Copy every record exactly. Nothing may be skipped.

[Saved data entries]
_ _ _ _ _

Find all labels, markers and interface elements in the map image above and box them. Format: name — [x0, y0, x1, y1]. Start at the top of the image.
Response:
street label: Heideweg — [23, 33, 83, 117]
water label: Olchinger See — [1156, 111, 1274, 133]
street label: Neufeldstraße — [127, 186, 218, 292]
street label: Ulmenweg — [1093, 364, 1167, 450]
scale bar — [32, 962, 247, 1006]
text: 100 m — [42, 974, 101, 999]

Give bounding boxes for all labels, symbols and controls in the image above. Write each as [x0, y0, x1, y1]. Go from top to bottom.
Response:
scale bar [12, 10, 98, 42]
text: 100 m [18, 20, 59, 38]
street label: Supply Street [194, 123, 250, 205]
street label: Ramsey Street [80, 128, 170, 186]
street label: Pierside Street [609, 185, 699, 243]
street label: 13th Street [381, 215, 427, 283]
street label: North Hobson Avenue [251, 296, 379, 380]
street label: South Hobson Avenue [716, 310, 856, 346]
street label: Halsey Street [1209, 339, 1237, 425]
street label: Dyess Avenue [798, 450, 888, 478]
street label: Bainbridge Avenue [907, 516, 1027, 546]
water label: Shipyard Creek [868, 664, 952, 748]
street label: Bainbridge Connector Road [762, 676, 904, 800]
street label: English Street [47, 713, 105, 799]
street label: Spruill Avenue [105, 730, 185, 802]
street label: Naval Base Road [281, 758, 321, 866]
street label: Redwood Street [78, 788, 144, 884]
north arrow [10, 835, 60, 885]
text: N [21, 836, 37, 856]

_ _ _ _ _

EXERCISE RESPONSE:
Find all labels, markers and interface elements in the map image above and box them. Format: name — [x0, y0, x1, y1]. Start at the top of the image.
Response:
street label: Heideweg — [23, 33, 83, 117]
water label: Olchinger See — [1156, 111, 1274, 133]
street label: Neufeldstraße — [127, 186, 218, 292]
street label: Ulmenweg — [1093, 364, 1167, 450]
scale bar — [32, 962, 247, 1006]
text: 100 m — [42, 974, 101, 999]

Give bounding boxes for all labels, symbols and controls in the image above. Write each as [x0, y0, x1, y1]. Go from top to bottom.
Response:
scale bar [12, 10, 98, 42]
text: 100 m [18, 20, 59, 38]
street label: Supply Street [194, 123, 250, 205]
street label: Ramsey Street [80, 128, 170, 186]
street label: Pierside Street [609, 185, 699, 243]
street label: 13th Street [381, 215, 427, 283]
street label: North Hobson Avenue [251, 296, 379, 380]
street label: South Hobson Avenue [716, 310, 856, 346]
street label: Halsey Street [1209, 339, 1237, 425]
street label: Dyess Avenue [798, 450, 888, 478]
street label: Bainbridge Avenue [907, 516, 1027, 546]
water label: Shipyard Creek [868, 664, 952, 748]
street label: Bainbridge Connector Road [762, 676, 904, 800]
street label: English Street [47, 713, 105, 799]
street label: Spruill Avenue [105, 730, 185, 802]
street label: Naval Base Road [281, 758, 321, 866]
street label: Redwood Street [78, 788, 144, 884]
north arrow [10, 835, 60, 885]
text: N [21, 836, 37, 856]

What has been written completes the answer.